▶ [The records]

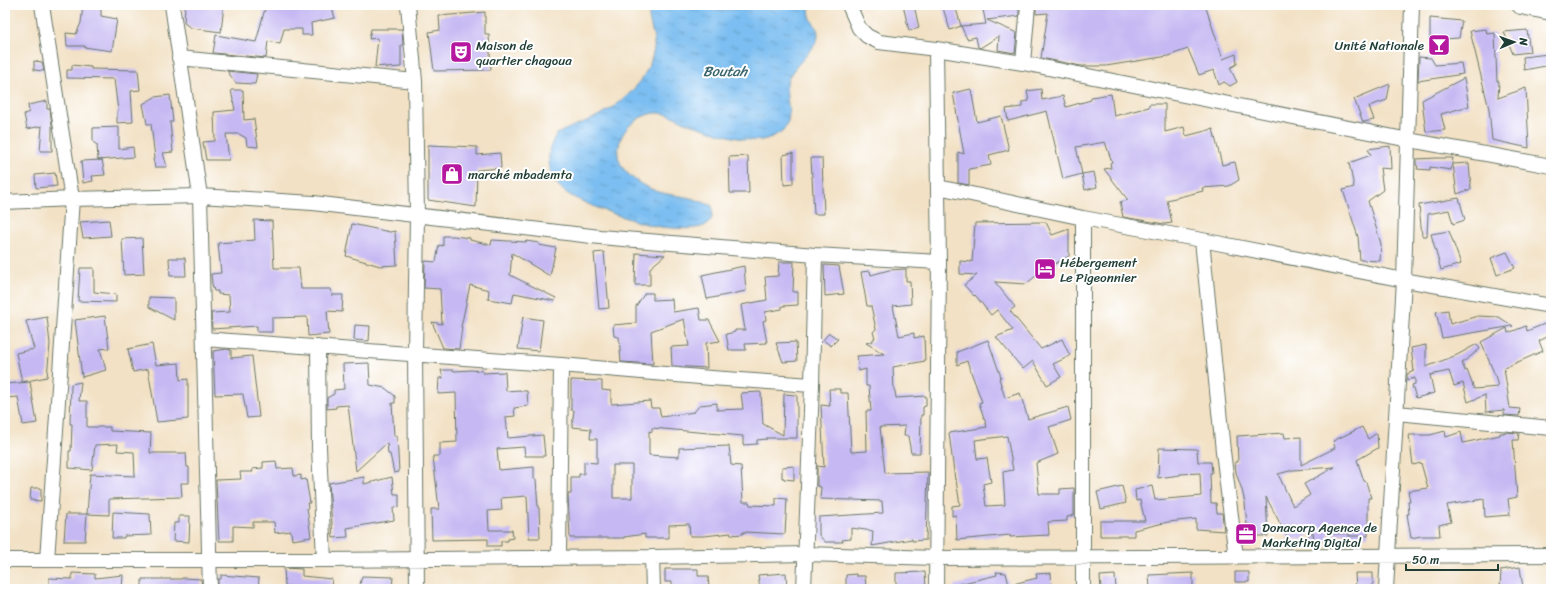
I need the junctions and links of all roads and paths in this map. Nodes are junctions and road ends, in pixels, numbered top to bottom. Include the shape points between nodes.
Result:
1 (42, 5) edge
2 (172, 5) edge
3 (408, 5) edge
4 (849, 5) edge
5 (1028, 5) edge
6 (1412, 5) edge
7 (1521, 5) edge
8 (1551, 11) edge
9 (936, 49) junction
10 (179, 58) junction
11 (1023, 63) junction
12 (415, 81) junction
13 (1409, 140) junction
14 (1551, 166) edge
15 (938, 187) junction
16 (200, 196) junction
17 (72, 199) junction
18 (5, 202) edge
19 (417, 216) junction
20 (1083, 218) junction
21 (1202, 240) junction
22 (815, 255) junction
23 (939, 262) junction
24 (1404, 280) junction
25 (1551, 306) edge
26 (204, 339) junction
27 (318, 347) junction
28 (416, 354) junction
29 (561, 365) junction
30 (812, 385) junction
31 (1397, 413) junction
32 (1551, 428) edge
33 (806, 554) junction
34 (1551, 555) edge
35 (559, 557) junction
36 (652, 557) junction
37 (1083, 557) junction
38 (1236, 557) junction
39 (1388, 557) junction
40 (936, 558) junction
41 (416, 559) junction
42 (5, 560) edge
43 (47, 560) junction
44 (210, 560) junction
45 (324, 560) junction
46 (210, 589) edge
47 (417, 589) edge
48 (654, 589) edge
49 (804, 589) edge
50 (936, 589) edge
51 (1083, 589) edge
52 (1386, 589) edge

1 - 17 street
2 - 10 street
3 - 12 street
4 - 9 street via 859,28 867,36 879,42
5 - 11 street
6 - 13 street
7 - 8 street
9 - 11 street
9 - 15 street
10 - 12 street
10 - 16 street
11 - 13 street
12 - 19 street
13 - 14 street
13 - 24 street
15 - 20 street
15 - 23 street
16 - 17 street
16 - 19 street via 313,203
16 - 26 street
17 - 18 street
17 - 43 street
19 - 22 street via 600,237
19 - 28 street
20 - 21 street
20 - 37 street
21 - 24 street
21 - 38 street
22 - 23 street
22 - 30 street
23 - 40 street
24 - 25 street
24 - 31 street
26 - 27 street
26 - 44 street
27 - 28 street
27 - 45 street
28 - 29 street
28 - 41 street
29 - 30 street
29 - 35 street
30 - 33 street
31 - 32 street
31 - 39 street
33 - 36 street
33 - 40 street
33 - 49 street
34 - 39 street
35 - 36 street
35 - 41 street
36 - 48 street
37 - 38 street
37 - 40 street
37 - 51 street
38 - 39 street
39 - 52 street
40 - 50 street
41 - 45 street
41 - 47 street
42 - 43 street
43 - 44 street
44 - 45 street
44 - 46 street

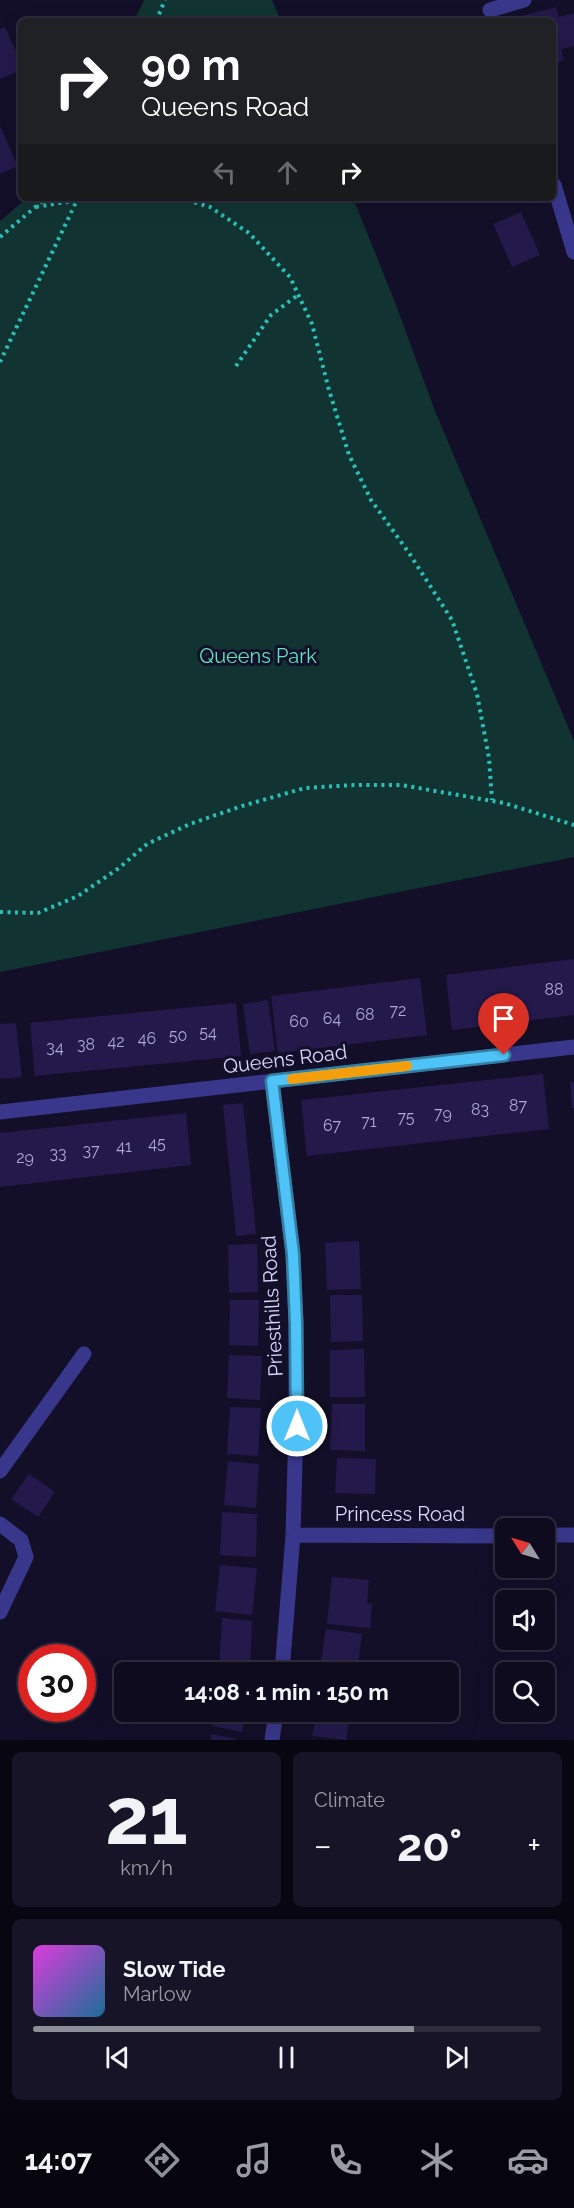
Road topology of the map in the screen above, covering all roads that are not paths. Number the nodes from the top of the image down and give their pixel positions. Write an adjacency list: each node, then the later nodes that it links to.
1 (524, 0): 2 (street)
2 (490, 10)
3 (556, 192): 4 (street)
4 (574, 252)
5 (574, 1047): 6 (street, Queens Road)
6 (272, 1081): 7 (street, Queens Road); 11 (street, Priesthills Road)
7 (0, 1112)
8 (84, 1354): 9 (street)
9 (0, 1471)
10 (0, 1524): 15 (street)
11 (293, 1535): 14 (street, Princess Road); 16 (street, Priesthills Road)
12 (555, 1535): 13 (street)
13 (574, 1535)
14 (495, 1536)
15 (0, 1612)
16 (283, 1662)
17 (275, 1722): 18 (street)
18 (272, 1740)

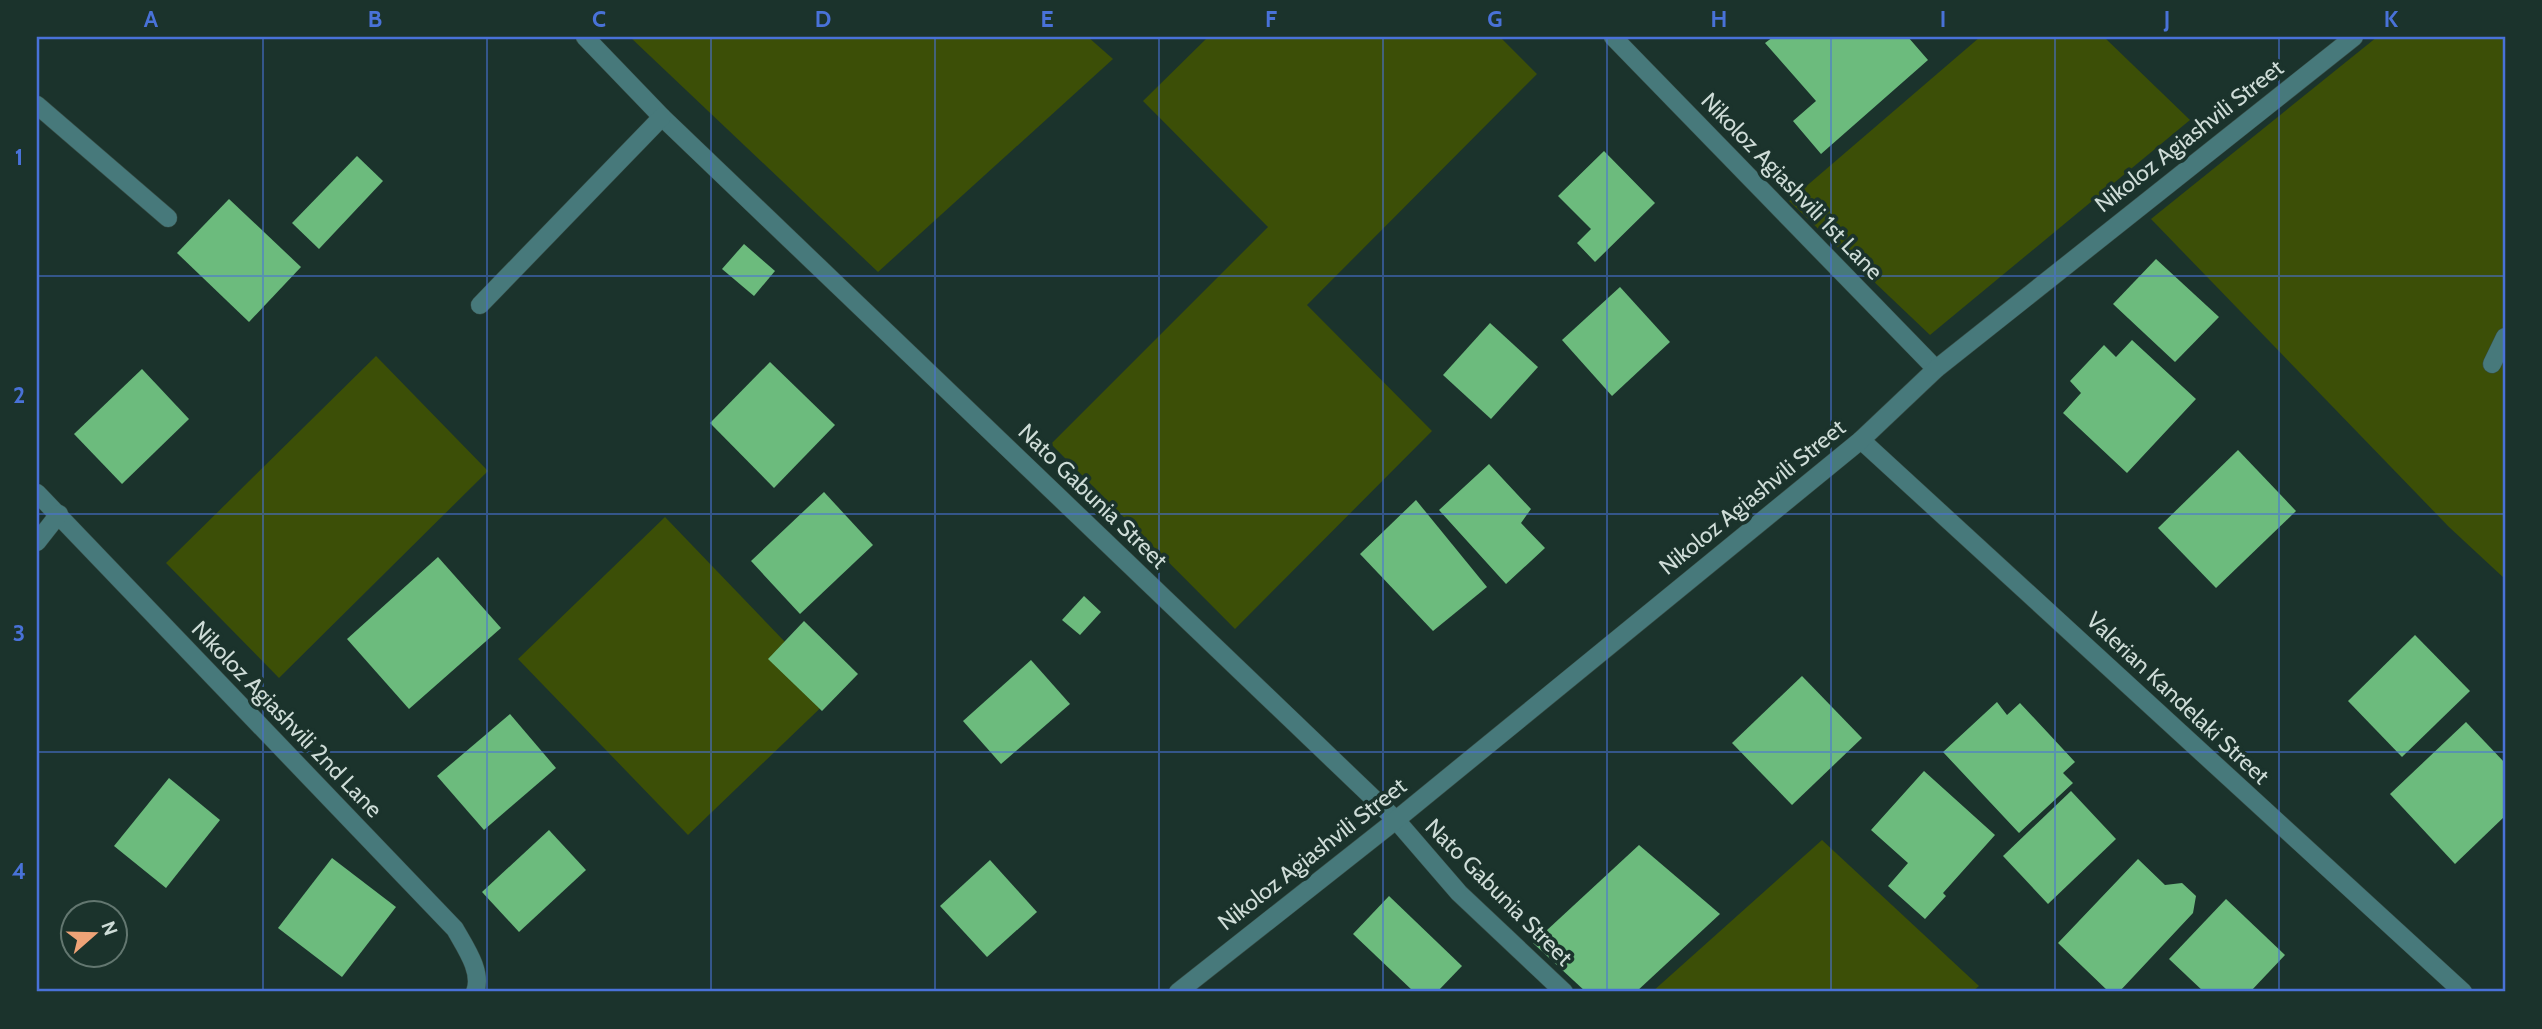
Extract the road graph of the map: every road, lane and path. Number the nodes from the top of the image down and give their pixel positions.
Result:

▶ [What is expected] Transcribe the entries above word for word, but leave every picture out of your copy.

▶ [Answer box]
I need the junctions and links of all roads and paths in this map. Nodes are junctions and road ends, in pixels, numbered top to bottom. Include the shape points between nodes.
Result:
1 (42, 5) edge
2 (172, 5) edge
3 (408, 5) edge
4 (849, 5) edge
5 (1028, 5) edge
6 (1412, 5) edge
7 (1521, 5) edge
8 (1551, 11) edge
9 (936, 49) junction
10 (179, 58) junction
11 (1023, 63) junction
12 (415, 81) junction
13 (1409, 140) junction
14 (1551, 166) edge
15 (938, 187) junction
16 (200, 196) junction
17 (72, 199) junction
18 (5, 202) edge
19 (417, 216) junction
20 (1083, 218) junction
21 (1202, 240) junction
22 (815, 255) junction
23 (939, 262) junction
24 (1404, 280) junction
25 (1551, 306) edge
26 (204, 339) junction
27 (318, 347) junction
28 (416, 354) junction
29 (561, 365) junction
30 (812, 385) junction
31 (1397, 413) junction
32 (1551, 428) edge
33 (806, 554) junction
34 (1551, 555) edge
35 (559, 557) junction
36 (652, 557) junction
37 (1083, 557) junction
38 (1236, 557) junction
39 (1388, 557) junction
40 (936, 558) junction
41 (416, 559) junction
42 (5, 560) edge
43 (47, 560) junction
44 (210, 560) junction
45 (324, 560) junction
46 (210, 589) edge
47 (417, 589) edge
48 (654, 589) edge
49 (804, 589) edge
50 (936, 589) edge
51 (1083, 589) edge
52 (1386, 589) edge

1 - 17 street
2 - 10 street
3 - 12 street
4 - 9 street via 859,28 867,36 879,42
5 - 11 street
6 - 13 street
7 - 8 street
9 - 11 street
9 - 15 street
10 - 12 street
10 - 16 street
11 - 13 street
12 - 19 street
13 - 14 street
13 - 24 street
15 - 20 street
15 - 23 street
16 - 17 street
16 - 19 street via 313,203
16 - 26 street
17 - 18 street
17 - 43 street
19 - 22 street via 600,237
19 - 28 street
20 - 21 street
20 - 37 street
21 - 24 street
21 - 38 street
22 - 23 street
22 - 30 street
23 - 40 street
24 - 25 street
24 - 31 street
26 - 27 street
26 - 44 street
27 - 28 street
27 - 45 street
28 - 29 street
28 - 41 street
29 - 30 street
29 - 35 street
30 - 33 street
31 - 32 street
31 - 39 street
33 - 36 street
33 - 40 street
33 - 49 street
34 - 39 street
35 - 36 street
35 - 41 street
36 - 48 street
37 - 38 street
37 - 40 street
37 - 51 street
38 - 39 street
39 - 52 street
40 - 50 street
41 - 45 street
41 - 47 street
42 - 43 street
43 - 44 street
44 - 45 street
44 - 46 street

Road topology of the map in the screen above, covering all roads that are not paths. Number the nodes from the top of the image down and give their pixel positions. Write an adjacency list: each node, then the later nodes that it links to.
1 (524, 0): 2 (street)
2 (490, 10)
3 (556, 192): 4 (street)
4 (574, 252)
5 (574, 1047): 6 (street, Queens Road)
6 (272, 1081): 7 (street, Queens Road); 11 (street, Priesthills Road)
7 (0, 1112)
8 (84, 1354): 9 (street)
9 (0, 1471)
10 (0, 1524): 15 (street)
11 (293, 1535): 14 (street, Princess Road); 16 (street, Priesthills Road)
12 (555, 1535): 13 (street)
13 (574, 1535)
14 (495, 1536)
15 (0, 1612)
16 (283, 1662)
17 (275, 1722): 18 (street)
18 (272, 1740)

Extract the road graph of the map: every road, lane and path. Number the nodes from the top of the image down and give their pixel positions.
Result:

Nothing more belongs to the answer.